Down the road within walking distance there was a library, but it wasn’t much of one—a little branch that consisted of one big room, two smaller ones, and a couple of reference desks. But the librarian was a helpful woman—a pretty, younger woman with long brown hair clipped back in a barrette. Her round face was all smiles when he showed her the old letters. She walked him over to the computers and helped him with a search engine.
“Genealogy is such a popular thing these days,” she said, pointing and clicking with dexterity that Pete could only dream about. He couldn’t even type beyond the two-finger hunt-and-peck method. “And that’s real interesting, about your family. Lots of people around here had family in the war, of course, but that you’ve still got record of this stuff, that’s neat. Do you know where the original documents came from?”
“No,” Pete admitted, watching her long white hands palm the mouse around the worn red pad. “Well, then again, I think my uncle said something about a museum. One for the battlefield. ”
“The one at the visitors’ center there? Out at Chickamauga?”
“I think so, but I don’t really know. That’s where my uncle thinks it went, anyhow. ”
“That could be. It’s a nice setup out there. ” She brushed her hair off her shoulders and squinted at the monitor, and Pete thought about how the library’s setup wasn’t half bad either.
“You’ve been out there?”
“Once or twice. Hasn’t everybody within a hundred miles?”
“Probably. But the museum there, it’s a good one?”
She shrugged. “It’s not bad. It’s not like something you’d find in Atlanta or anything, but there’s more there than you’d expect. And some old nut donated his antique gun collection, so the museum has a big wing dedicated to that, too. ”
Pete turned the photocopy over in his hands. “Do you think they’d have something like this out on display? So I could look at the original?”
“Maybe. I don’t know. I don’t see why not. And if it’s not out on display, there are rangers who work there that could tell you about it if you asked. A bunch of the collection objects are kept down in the basement, I hear. ”
“In the basement?”
“I guess they don’t have room for it all out in the open. I bet they switch it around from time to time, changing out the exhibits for people who come by regularly. So that way, it’s not the same thing every time they visit. You should take this out there. I bet the folks who work there would love to see it, and they’d know a whole lot more about it than I would. ”
“Thank you, ma’am,” Pete said, rising from the uncomfortable plastic chair. “I may just do that. I appreciate your time. ”
“That’s what I’m here for. ” She smiled up at him, and he almost blushed as he hurried his way out.
When Rudy got home from wherever he’d been, Pete asked if he could borrow the car. Rudy rubbed the keys between his thumb and forefinger, worrying them thoughtfully.

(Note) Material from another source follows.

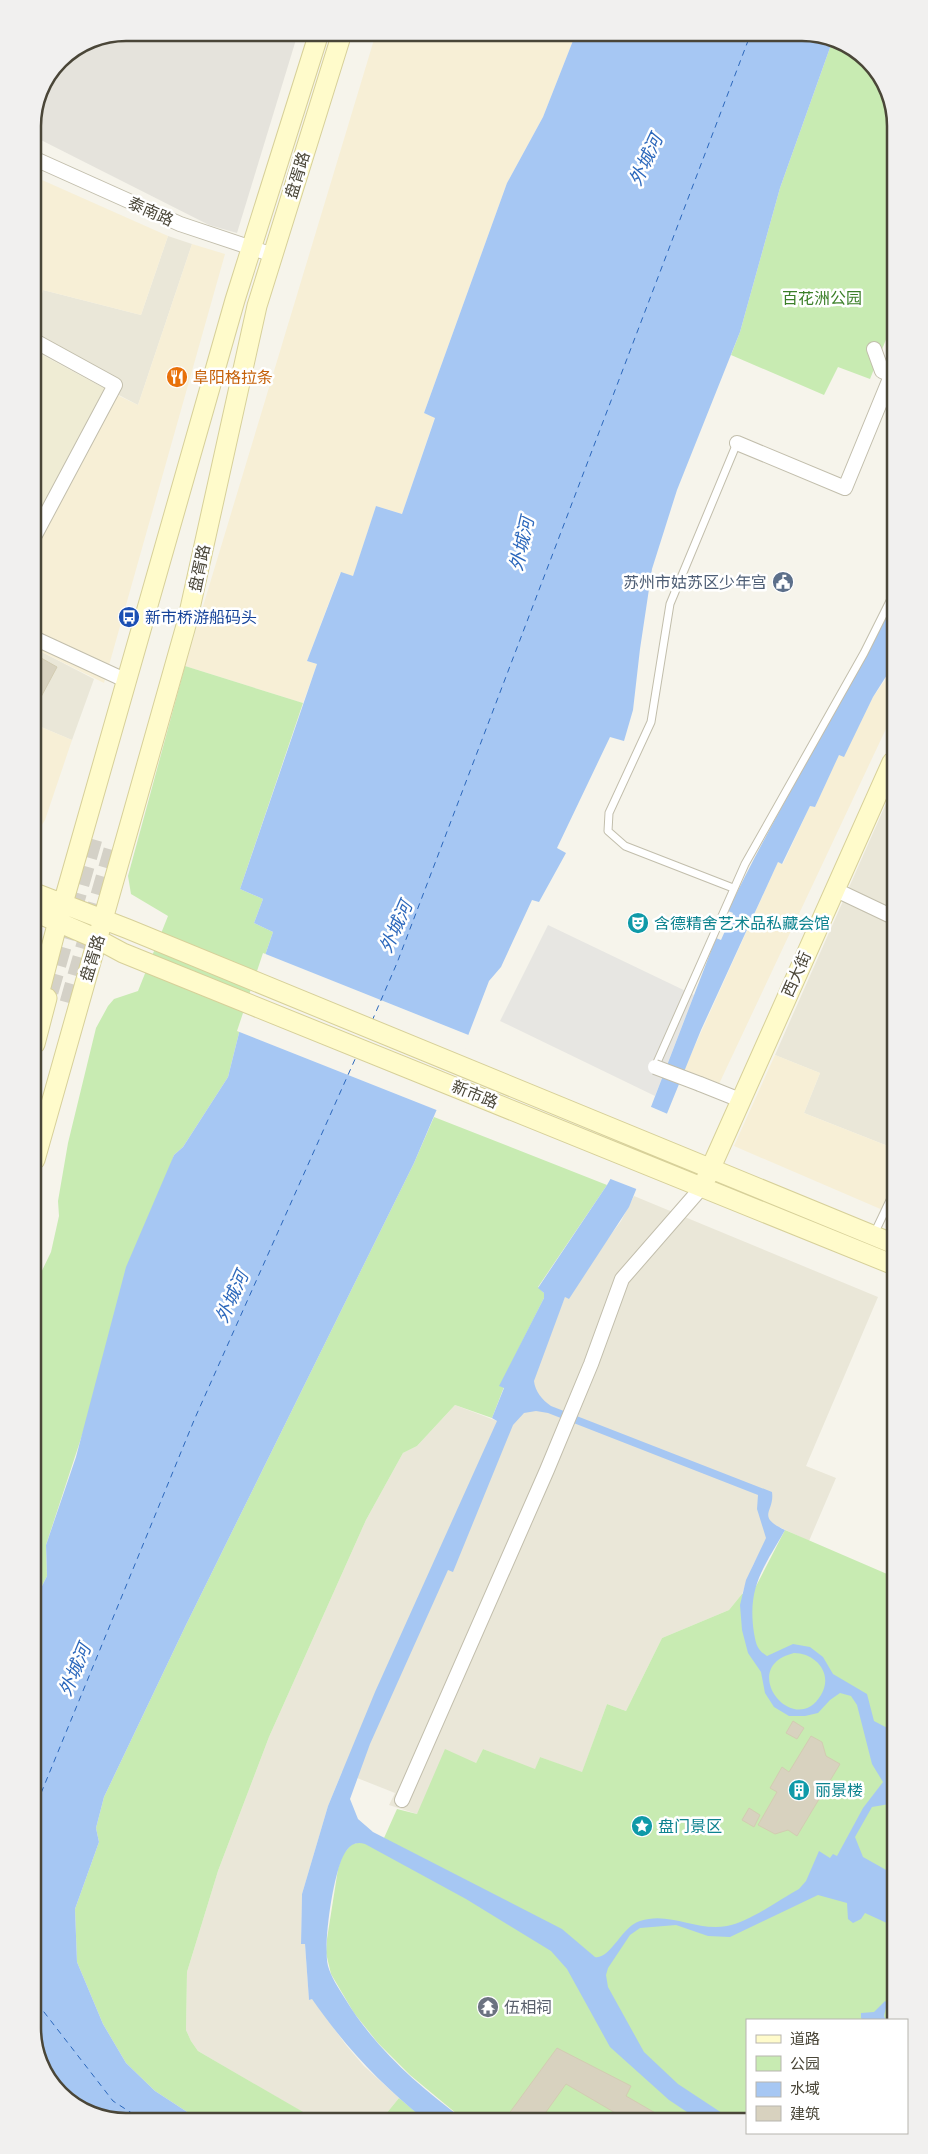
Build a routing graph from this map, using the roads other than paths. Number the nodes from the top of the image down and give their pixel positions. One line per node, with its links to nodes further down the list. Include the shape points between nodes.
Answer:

“What do you want it for?” he asked.
Pete already had his answer planned out. “Job hunting. ”
“Dressed like that?”
“Well, I didn’t mean right now. I was gonna clean up first. ” He wiped his hand self-consciously across his forehead and back through his hair. He was still wearing the same dirty clothes he had on when he’d walked to the library. “And besides,” he added, “I’m not trying out for a big insurance company or anything. I thought I’d drive down to St. Elmo and try my luck at the foundry. ”
“That’s not a bad idea. ”
“No sir, I didn’t think so either. ”
“Well, you take it, then. Just be real careful. It’s pulling to the right. I need to get it realigned, when I get the money. ”
And Pete went down the mountain and into the city; or rather, he went through the city and down into Rossville, just on the other side of the state line. According to the signs on the interstate, you could get to the battlefield by such a route.
Pete took the signs at their word, and about twelve miles south of Chattanooga, he found himself driving onto park property.
He hadn’t been sure what to expect, but the rolling hills, tended grass, and paved bike trails felt anticlimactic somehow. My ancestors died here, he thought. And a whole lot of other people’s ancestors, too. It felt funny to putter through the lawns and see people with picnic gear seeking out patches of sun.
Off to the right of the main road there was a big, antebellum-house-shaped building with cannons in front of it. Pete took a guess that this was the visitors’ center and museum. He parked the loud old car in the lot, lining up the hood with a pyramid made of stacked cannonballs.
He got out of the car then, retrieving his yellow envelope from the passenger’s seat and tucking it under his arm.